> Description of the task:
Give the lines below again, exactly as they stand, and leave out the images.

BEGIN

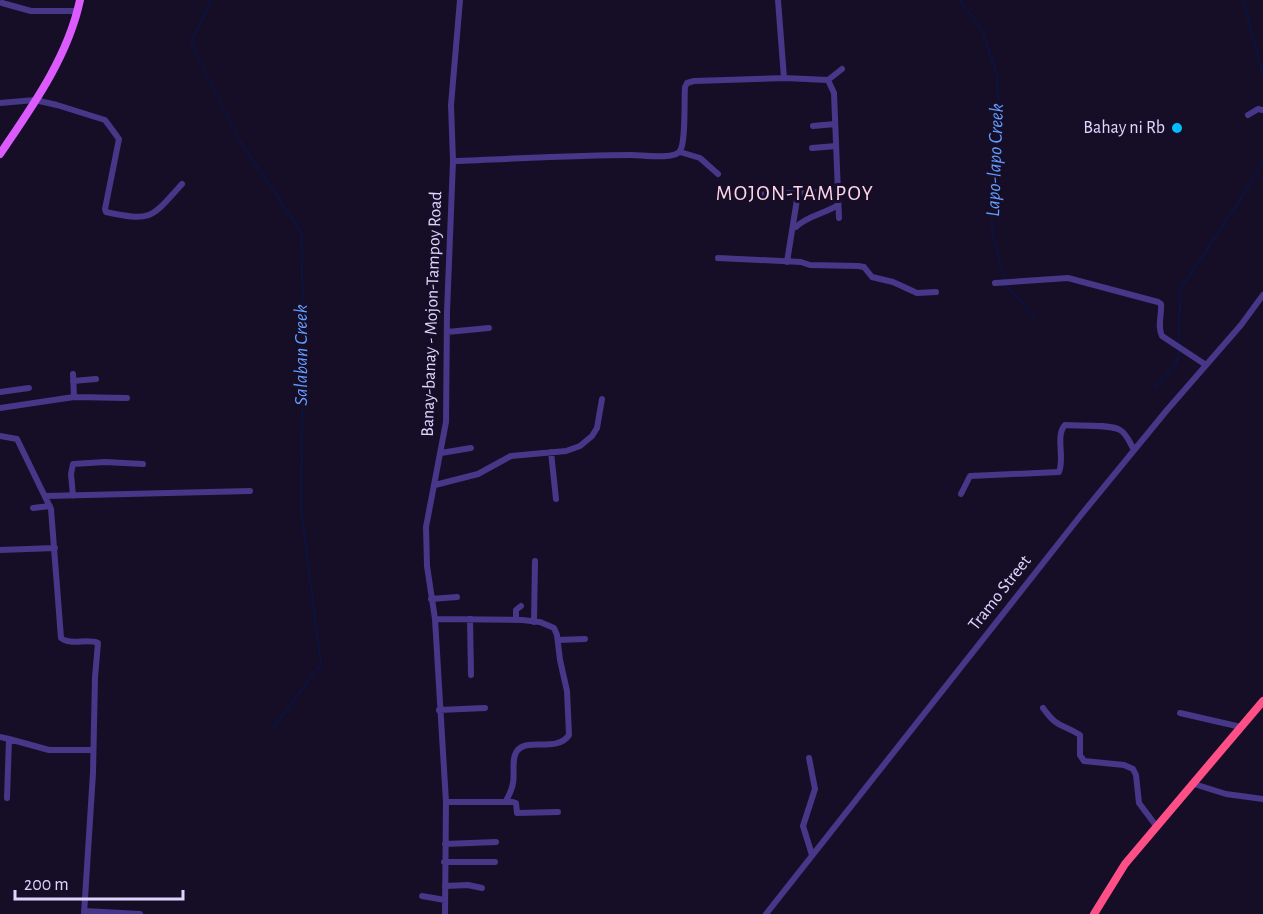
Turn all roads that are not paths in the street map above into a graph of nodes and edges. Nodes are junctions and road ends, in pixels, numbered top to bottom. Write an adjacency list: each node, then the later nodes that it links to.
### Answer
1 (80, 0): 5 (main road)
2 (460, 0): 19 (street, Banay-banay - Mojon-Tampoy Road)
3 (778, 0): 7 (street)
4 (2, 3): 5 (street)
5 (78, 11): 9 (main road)
6 (842, 69): 8 (street)
7 (784, 78): 8 (street); 17 (street)
8 (828, 80): 13 (street)
9 (35, 100): 10 (street); 18 (main road); 21 (street)
10 (0, 103)
11 (1263, 110): 12 (street)
12 (1248, 115)
13 (835, 124): 14 (street); 15 (street)
14 (813, 126)
15 (836, 146): 16 (street); 22 (street)
16 (812, 148)
17 (680, 152): 19 (street); 20 (street)
18 (0, 154)
19 (453, 160): 34 (street, Banay-banay - Mojon-Tampoy Road)
20 (718, 174)
21 (182, 184)
22 (837, 191): 23 (street); 25 (street)
23 (798, 193): 24 (street); 29 (street)
24 (753, 195)
25 (838, 205): 26 (street); 27 (street)
26 (839, 218)
27 (796, 227)
28 (718, 258): 29 (street)
29 (787, 262): 31 (street)
30 (995, 284): 35 (street)
31 (936, 292)
32 (1263, 295): 35 (street, Tramo Street)
33 (489, 328): 34 (street)
34 (447, 332): 47 (street, Banay-banay - Mojon-Tampoy Road)
35 (1206, 365): 45 (street, Tramo Street)
36 (96, 379): 39 (street)
37 (29, 388): 38 (street)
38 (0, 392)
39 (74, 398): 40 (street); 42 (street)
40 (127, 398)
41 (602, 399): 46 (street)
42 (0, 408)
43 (0, 436): 52 (street)
44 (471, 448): 47 (street)
45 (1134, 450): 51 (street); 89 (street, Tramo Street)
46 (551, 452): 49 (street); 54 (street)
47 (441, 453): 49 (street, Banay-banay - Mojon-Tampoy Road)
48 (143, 464): 53 (street)
49 (435, 485): 61 (street, Banay-banay - Mojon-Tampoy Road)
50 (250, 491): 53 (street)
51 (962, 494)
52 (46, 496): 53 (street); 55 (street)
53 (73, 496)
54 (556, 499)
55 (50, 506): 56 (street); 57 (street)
56 (33, 508)
57 (55, 548): 58 (street); 78 (street)
58 (0, 550)
59 (535, 561): 66 (street)
60 (457, 597): 61 (street)
61 (431, 599): 63 (street, Banay-banay - Mojon-Tampoy Road)
62 (520, 606): 65 (street)
63 (435, 619): 64 (street); 73 (street, Banay-banay - Mojon-Tampoy Road)
64 (470, 619): 65 (street); 69 (street)
65 (516, 620): 66 (street)
66 (534, 622): 68 (street)
67 (585, 639): 68 (street)
68 (558, 640): 83 (street)
69 (471, 675)
70 (1263, 701): 75 (highway)
71 (485, 708): 73 (street)
72 (1043, 708): 86 (street)
73 (439, 710): 84 (street, Banay-banay - Mojon-Tampoy Road)
74 (1180, 713): 75 (street)
75 (1241, 727): 80 (highway)
76 (0, 737): 77 (street)
77 (9, 739): 78 (street); 81 (street)
78 (93, 750): 96 (street)
79 (809, 758): 89 (street)
80 (1194, 784): 82 (street); 86 (highway)
81 (8, 798)
82 (1263, 800)
83 (507, 801): 84 (street); 85 (street)
84 (446, 802): 88 (street, Banay-banay - Mojon-Tampoy Road)
85 (558, 812)
86 (1157, 826): 100 (highway)
87 (496, 842): 88 (street)
88 (445, 844): 90 (street, Banay-banay - Mojon-Tampoy Road)
89 (812, 855): 99 (street, Tramo Street)
90 (444, 862): 91 (street); 92 (street, Banay-banay - Mojon-Tampoy Road)
91 (495, 862)
92 (445, 886): 93 (street); 95 (street, Banay-banay - Mojon-Tampoy Road)
93 (482, 888)
94 (422, 896): 95 (street)
95 (445, 900): 98 (street, Banay-banay - Mojon-Tampoy Road)
96 (84, 913): 97 (street)
97 (140, 914)
98 (445, 914)
99 (766, 914)
100 (1094, 914)

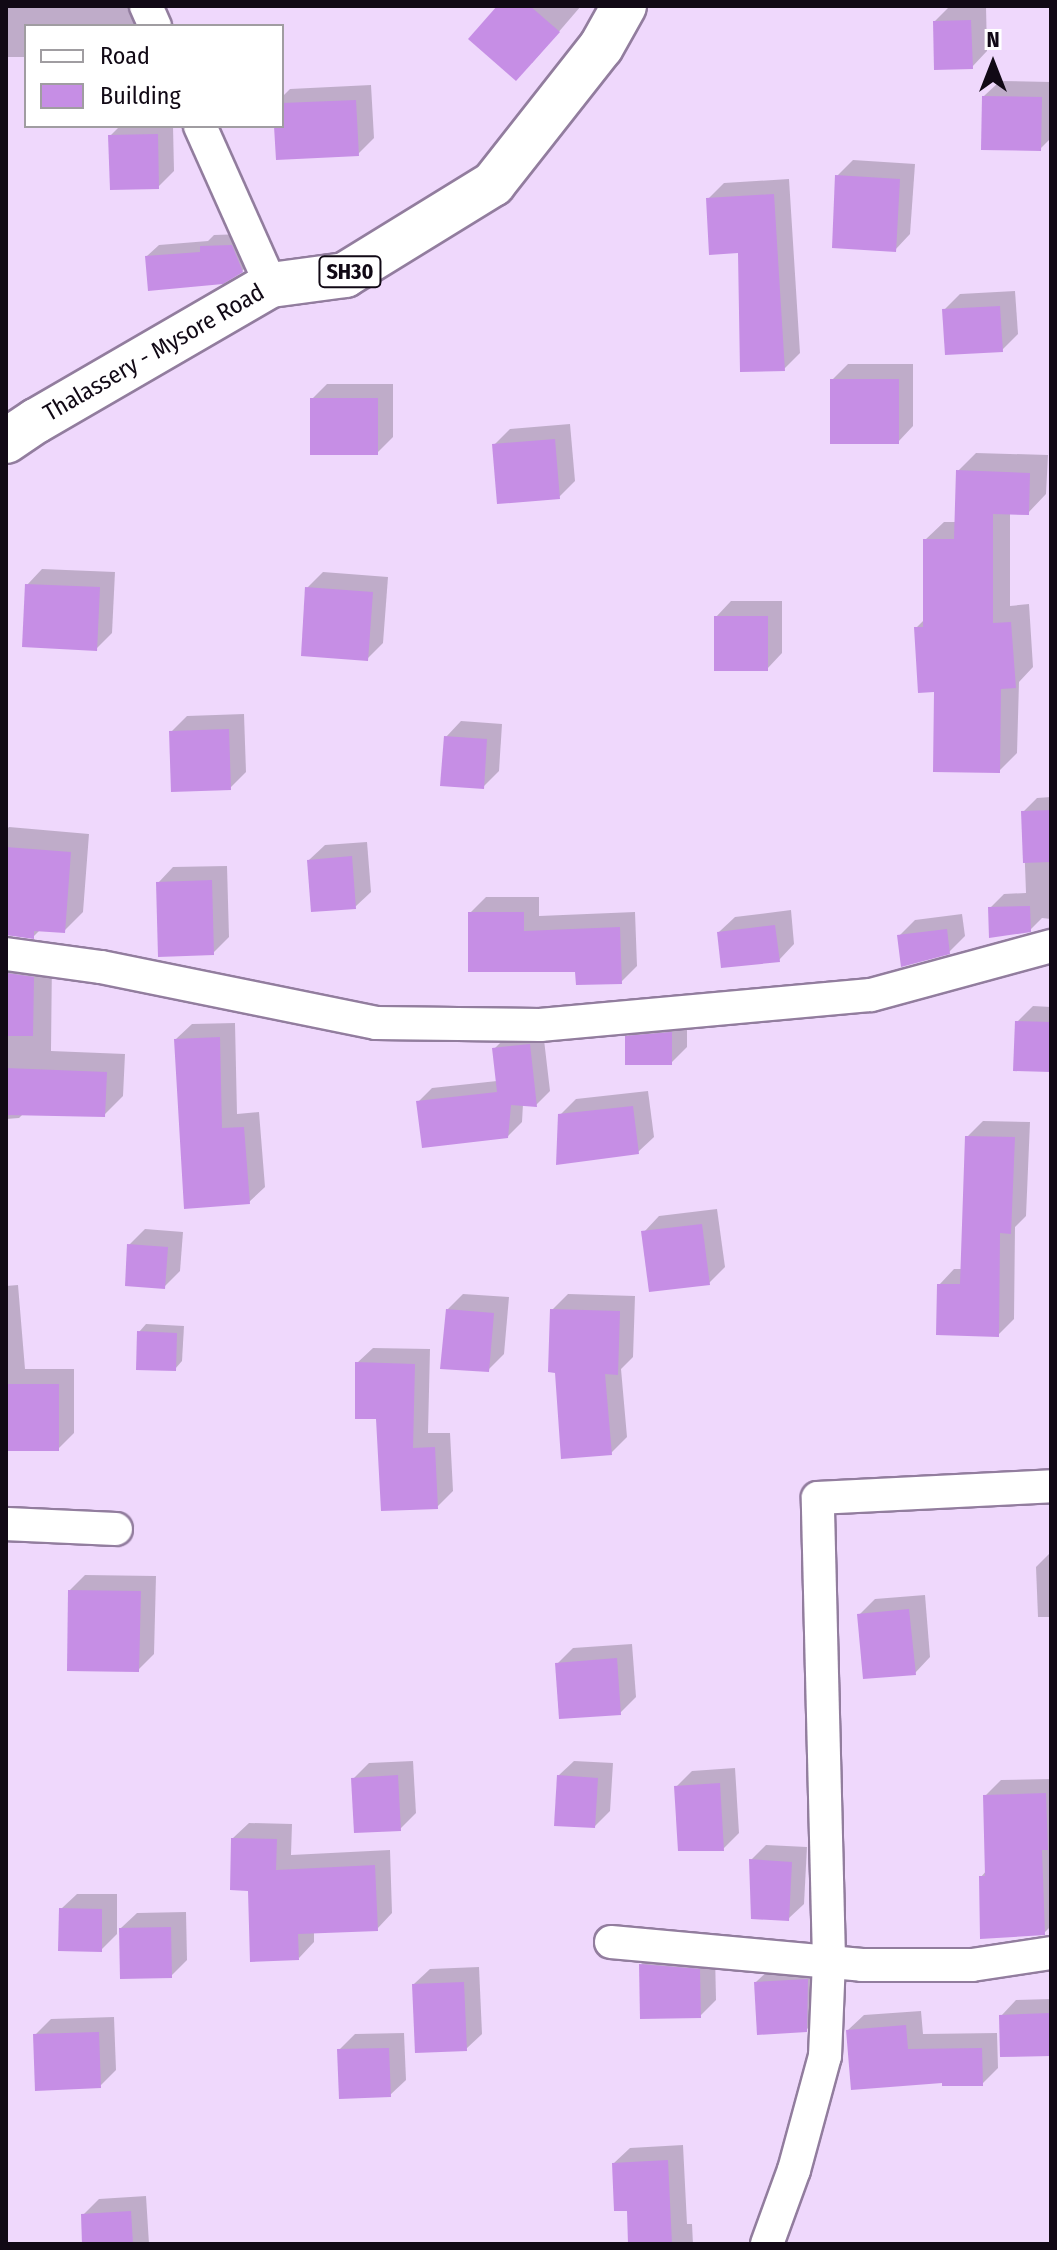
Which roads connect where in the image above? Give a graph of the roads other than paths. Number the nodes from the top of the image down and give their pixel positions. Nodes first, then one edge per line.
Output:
1 (624, 6) edge
2 (201, 128) edge
3 (271, 285) junction
4 (6, 441) edge
5 (1051, 946) edge
6 (6, 954) edge
7 (1051, 1486) edge
8 (6, 1524) edge
9 (116, 1529) dead end
10 (611, 1942) dead end
11 (1051, 1953) edge
12 (829, 1960) junction
13 (767, 2244) edge

1 - 3 main road, Thalassery - Mysore Road / SH30
2 - 3 street
3 - 4 main road, Thalassery - Mysore Road / SH30
5 - 6 street
7 - 12 street
8 - 9 street
10 - 12 street
11 - 12 street
12 - 13 street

END

> Solution:
Turn all roads that are not paths in the street map above into a graph of nodes and edges. Nodes are junctions and road ends, in pixels, numbered top to bottom. Write an adjacency list: each node, then the later nodes that it links to.
### Answer
1 (80, 0): 5 (main road)
2 (460, 0): 19 (street, Banay-banay - Mojon-Tampoy Road)
3 (778, 0): 7 (street)
4 (2, 3): 5 (street)
5 (78, 11): 9 (main road)
6 (842, 69): 8 (street)
7 (784, 78): 8 (street); 17 (street)
8 (828, 80): 13 (street)
9 (35, 100): 10 (street); 18 (main road); 21 (street)
10 (0, 103)
11 (1263, 110): 12 (street)
12 (1248, 115)
13 (835, 124): 14 (street); 15 (street)
14 (813, 126)
15 (836, 146): 16 (street); 22 (street)
16 (812, 148)
17 (680, 152): 19 (street); 20 (street)
18 (0, 154)
19 (453, 160): 34 (street, Banay-banay - Mojon-Tampoy Road)
20 (718, 174)
21 (182, 184)
22 (837, 191): 23 (street); 25 (street)
23 (798, 193): 24 (street); 29 (street)
24 (753, 195)
25 (838, 205): 26 (street); 27 (street)
26 (839, 218)
27 (796, 227)
28 (718, 258): 29 (street)
29 (787, 262): 31 (street)
30 (995, 284): 35 (street)
31 (936, 292)
32 (1263, 295): 35 (street, Tramo Street)
33 (489, 328): 34 (street)
34 (447, 332): 47 (street, Banay-banay - Mojon-Tampoy Road)
35 (1206, 365): 45 (street, Tramo Street)
36 (96, 379): 39 (street)
37 (29, 388): 38 (street)
38 (0, 392)
39 (74, 398): 40 (street); 42 (street)
40 (127, 398)
41 (602, 399): 46 (street)
42 (0, 408)
43 (0, 436): 52 (street)
44 (471, 448): 47 (street)
45 (1134, 450): 51 (street); 89 (street, Tramo Street)
46 (551, 452): 49 (street); 54 (street)
47 (441, 453): 49 (street, Banay-banay - Mojon-Tampoy Road)
48 (143, 464): 53 (street)
49 (435, 485): 61 (street, Banay-banay - Mojon-Tampoy Road)
50 (250, 491): 53 (street)
51 (962, 494)
52 (46, 496): 53 (street); 55 (street)
53 (73, 496)
54 (556, 499)
55 (50, 506): 56 (street); 57 (street)
56 (33, 508)
57 (55, 548): 58 (street); 78 (street)
58 (0, 550)
59 (535, 561): 66 (street)
60 (457, 597): 61 (street)
61 (431, 599): 63 (street, Banay-banay - Mojon-Tampoy Road)
62 (520, 606): 65 (street)
63 (435, 619): 64 (street); 73 (street, Banay-banay - Mojon-Tampoy Road)
64 (470, 619): 65 (street); 69 (street)
65 (516, 620): 66 (street)
66 (534, 622): 68 (street)
67 (585, 639): 68 (street)
68 (558, 640): 83 (street)
69 (471, 675)
70 (1263, 701): 75 (highway)
71 (485, 708): 73 (street)
72 (1043, 708): 86 (street)
73 (439, 710): 84 (street, Banay-banay - Mojon-Tampoy Road)
74 (1180, 713): 75 (street)
75 (1241, 727): 80 (highway)
76 (0, 737): 77 (street)
77 (9, 739): 78 (street); 81 (street)
78 (93, 750): 96 (street)
79 (809, 758): 89 (street)
80 (1194, 784): 82 (street); 86 (highway)
81 (8, 798)
82 (1263, 800)
83 (507, 801): 84 (street); 85 (street)
84 (446, 802): 88 (street, Banay-banay - Mojon-Tampoy Road)
85 (558, 812)
86 (1157, 826): 100 (highway)
87 (496, 842): 88 (street)
88 (445, 844): 90 (street, Banay-banay - Mojon-Tampoy Road)
89 (812, 855): 99 (street, Tramo Street)
90 (444, 862): 91 (street); 92 (street, Banay-banay - Mojon-Tampoy Road)
91 (495, 862)
92 (445, 886): 93 (street); 95 (street, Banay-banay - Mojon-Tampoy Road)
93 (482, 888)
94 (422, 896): 95 (street)
95 (445, 900): 98 (street, Banay-banay - Mojon-Tampoy Road)
96 (84, 913): 97 (street)
97 (140, 914)
98 (445, 914)
99 (766, 914)
100 (1094, 914)

Which roads connect where in the image above? Give a graph of the roads other than paths. Number the nodes from the top of the image down and give their pixel positions. Nodes first, then one edge per line.
Output:
1 (624, 6) edge
2 (201, 128) edge
3 (271, 285) junction
4 (6, 441) edge
5 (1051, 946) edge
6 (6, 954) edge
7 (1051, 1486) edge
8 (6, 1524) edge
9 (116, 1529) dead end
10 (611, 1942) dead end
11 (1051, 1953) edge
12 (829, 1960) junction
13 (767, 2244) edge

1 - 3 main road, Thalassery - Mysore Road / SH30
2 - 3 street
3 - 4 main road, Thalassery - Mysore Road / SH30
5 - 6 street
7 - 12 street
8 - 9 street
10 - 12 street
11 - 12 street
12 - 13 street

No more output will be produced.